— Ничего не дурак, — надулся мальчик, — на войне — настоящая жизнь!
— На войне — настоящая смерть. А жизнь… она там, в городах. Сегодня праздник, помнишь хоть?
Вконец обидевшийся мальчишка только плечом пожал. А Морозов улыбнулся и начал рассказывать:
— Не так давно я на Рождество был у приятеля. У него шары на елке были — как хрусталь! Тонкие. Переливчатые. Легкие. У нас таких делать не умеют…
И Сергей Иванович вдруг принялся рассказывать бывшему реалисту о елках, о подарках, даже о Деде Морозе упомянул — только не признался, кто был этим Дедом.
— …а потом дети весь год елку ждали. А ты говоришь… — Морозов повернулся к мальчику и замолчал.
Его слушатель не только ничего не говорил, но даже уже и не слушал — спал, свернувшись в клубок, и улыбался такой хорошей улыбкой, какой совсем не место на войне. Вернее, войне нечего делать там, где есть такая улыбка.
— Хорошо рассказываешь, — раздался голос Главного Птёрка из кармана шинели, — даже я заслушался.
Поручик строго смотрел, как птёрк выбирается наружу, но отвечать не спешил.
— Только одно перепутал, — продолжил птёрк, — наши уже тоже такие тонкие шары научились дуть.
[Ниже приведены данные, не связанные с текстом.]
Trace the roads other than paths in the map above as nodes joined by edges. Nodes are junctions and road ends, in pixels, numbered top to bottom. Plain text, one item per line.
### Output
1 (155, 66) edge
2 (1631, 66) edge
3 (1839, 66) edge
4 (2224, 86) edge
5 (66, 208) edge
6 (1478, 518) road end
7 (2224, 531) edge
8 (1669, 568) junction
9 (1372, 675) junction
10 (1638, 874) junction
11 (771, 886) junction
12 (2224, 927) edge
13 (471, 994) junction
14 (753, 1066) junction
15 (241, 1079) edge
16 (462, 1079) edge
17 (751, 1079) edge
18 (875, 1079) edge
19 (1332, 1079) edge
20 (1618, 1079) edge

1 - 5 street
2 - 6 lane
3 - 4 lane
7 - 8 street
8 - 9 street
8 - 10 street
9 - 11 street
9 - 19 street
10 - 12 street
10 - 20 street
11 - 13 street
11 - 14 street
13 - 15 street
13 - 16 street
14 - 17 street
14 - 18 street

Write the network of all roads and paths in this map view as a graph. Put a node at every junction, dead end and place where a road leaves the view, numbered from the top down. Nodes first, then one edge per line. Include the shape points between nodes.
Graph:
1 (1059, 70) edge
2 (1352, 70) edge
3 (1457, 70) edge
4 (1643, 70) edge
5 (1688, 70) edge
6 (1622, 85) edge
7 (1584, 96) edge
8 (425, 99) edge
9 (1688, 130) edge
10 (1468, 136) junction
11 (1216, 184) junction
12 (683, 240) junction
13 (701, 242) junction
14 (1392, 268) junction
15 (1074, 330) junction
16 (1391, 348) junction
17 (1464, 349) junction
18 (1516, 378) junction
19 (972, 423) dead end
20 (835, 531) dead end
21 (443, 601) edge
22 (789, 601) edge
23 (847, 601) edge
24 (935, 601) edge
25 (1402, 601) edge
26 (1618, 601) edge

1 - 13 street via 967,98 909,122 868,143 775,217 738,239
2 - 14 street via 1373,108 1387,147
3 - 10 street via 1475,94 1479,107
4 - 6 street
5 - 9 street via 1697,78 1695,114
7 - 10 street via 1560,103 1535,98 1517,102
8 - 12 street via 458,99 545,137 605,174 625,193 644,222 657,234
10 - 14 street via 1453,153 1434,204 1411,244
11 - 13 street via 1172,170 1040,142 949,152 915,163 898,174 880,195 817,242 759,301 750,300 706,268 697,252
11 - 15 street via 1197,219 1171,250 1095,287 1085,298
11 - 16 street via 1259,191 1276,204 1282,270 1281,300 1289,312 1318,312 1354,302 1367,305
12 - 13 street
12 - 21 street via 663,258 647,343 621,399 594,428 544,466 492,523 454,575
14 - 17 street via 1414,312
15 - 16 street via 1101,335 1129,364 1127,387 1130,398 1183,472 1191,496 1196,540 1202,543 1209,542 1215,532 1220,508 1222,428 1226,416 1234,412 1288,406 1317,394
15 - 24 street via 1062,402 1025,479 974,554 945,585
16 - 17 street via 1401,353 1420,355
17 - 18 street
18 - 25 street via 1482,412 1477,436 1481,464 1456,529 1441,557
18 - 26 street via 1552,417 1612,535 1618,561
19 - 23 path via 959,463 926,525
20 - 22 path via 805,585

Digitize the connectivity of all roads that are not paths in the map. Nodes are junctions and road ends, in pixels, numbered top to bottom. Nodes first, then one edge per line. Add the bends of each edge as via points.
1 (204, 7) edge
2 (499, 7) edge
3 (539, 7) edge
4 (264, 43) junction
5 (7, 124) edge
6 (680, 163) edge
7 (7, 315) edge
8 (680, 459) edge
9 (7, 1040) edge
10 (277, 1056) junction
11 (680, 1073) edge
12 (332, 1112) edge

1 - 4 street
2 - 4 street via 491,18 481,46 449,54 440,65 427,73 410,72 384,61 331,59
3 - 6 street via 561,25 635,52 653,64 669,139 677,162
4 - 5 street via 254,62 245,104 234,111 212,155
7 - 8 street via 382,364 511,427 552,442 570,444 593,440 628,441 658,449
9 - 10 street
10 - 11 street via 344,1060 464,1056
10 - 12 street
Пленные немцы научили.
Сергей Иванович молчал.
— А ты когда за дело возьмешься? — перешел в атаку Главный Птёрк.
— Мое дело, — сухо ответил Морозов, — поддерживать бронепоезд в боевом состоянии.
— Сам говорил, а сам не помнишь, — птёрк покачал головой. — Тут не жизнь, тут война. Значит, и дела тут быть не может…
Сергей Иванович отвернулся и уставился на пышущую жаром топку.
Птёрк потоптался еще немного, ничего не сказал и ушел.
Поручик Морозов даже не стал смотреть куда.
Тяжелый 1920 год
Из истории
Мы специально не рассказываем, что творилось между 1916 и 1919 годами. Слишком это тяжелое было время. Такое тяжелое, что временами даже хуже войны.
Поэтому просто напомним некоторые факты.
В 1917 году сначала свергли царя, а потом власть перешла к большевикам. Большевики сначала вроде бы были ничего: остановили войну, которая всем надоела, дали крестьянам землю, объявили, что теперь все люди равны и свободны.
Но потом большевики принялись отчаянно бороться со всеми своими врагами, а заодно и друг с другом.
Началась Гражданская война, то есть война не с внешними врагами, а внутри страны. Петроград жил тогда тяжело, не хватало еды, одежды, дров. Хуже того — люди не понимали, что происходит.
Жили себе спокойно, слушали царя, ходили в церковь — и вдруг все кувырком! Царь, оказывается, плохой, в Бога верить плохо, зато свобода. А что за свобода, когда на улицах по ночам стреляют и могут запросто убить?
В общем, все было сложно и непонятно.
Сергей Иванович слово, которое дал жене, сдержал. Наверное, не таким уж плохим Дедом Морозом он оказался. Вернулся, правда, нескоро, шесть лет спустя, зато живой и здоровый, только похудел очень.
Когда Морозов появился — аккурат накануне Сочельника — Маша снова плакала. Но теперь уже от радости. Она даже слез не вытирала: накрывала на стол, грела худой морковный чай, бегала к соседке за сахарином в долг — и все плакала. Успокоилась только, когда уселась рядом с любимым мужем и обхватила его обеими руками.
— Никуда больше не пущу, — сказала она, — будешь дома сидеть!
Сергей Иванович улыбнулся, потерся небритой щекой, но продолжил жевать. Видно, очень оголодал.
— Какое сидеть?! — вдруг раздался сердитый голос. — А Рождество? А дети?
Главный Птёрк и маленькая охля стояли на столе между стаканов, грозно уперев лапки в бока.
— Придумал тоже! — согласилась с другом охля. — Доедай — и за работу.
Они еще много собирались сказать Морозову, но тот коротко посмотрел на малышей, и они испуганно замолчали.
— Рождество, — спокойно сказал Сергей Иванович, — без меня обойдется. Я больше не Дед Мороз, понятно?
Маша почувствовала, как окаменело под гимнастеркой тело мужа. Она погладила его, но Сергей Иванович, кажется, и не заметил.
— Эх, — Главный Птёрк махнул лапкой, — а мы так ждали…
— И дети, — грустно добавила охля.
Они взялись за лапки и пошли к краю стола. Морозов молча ждал, даже жевать перестал. Охля не выдержала, оглянулась напоследок.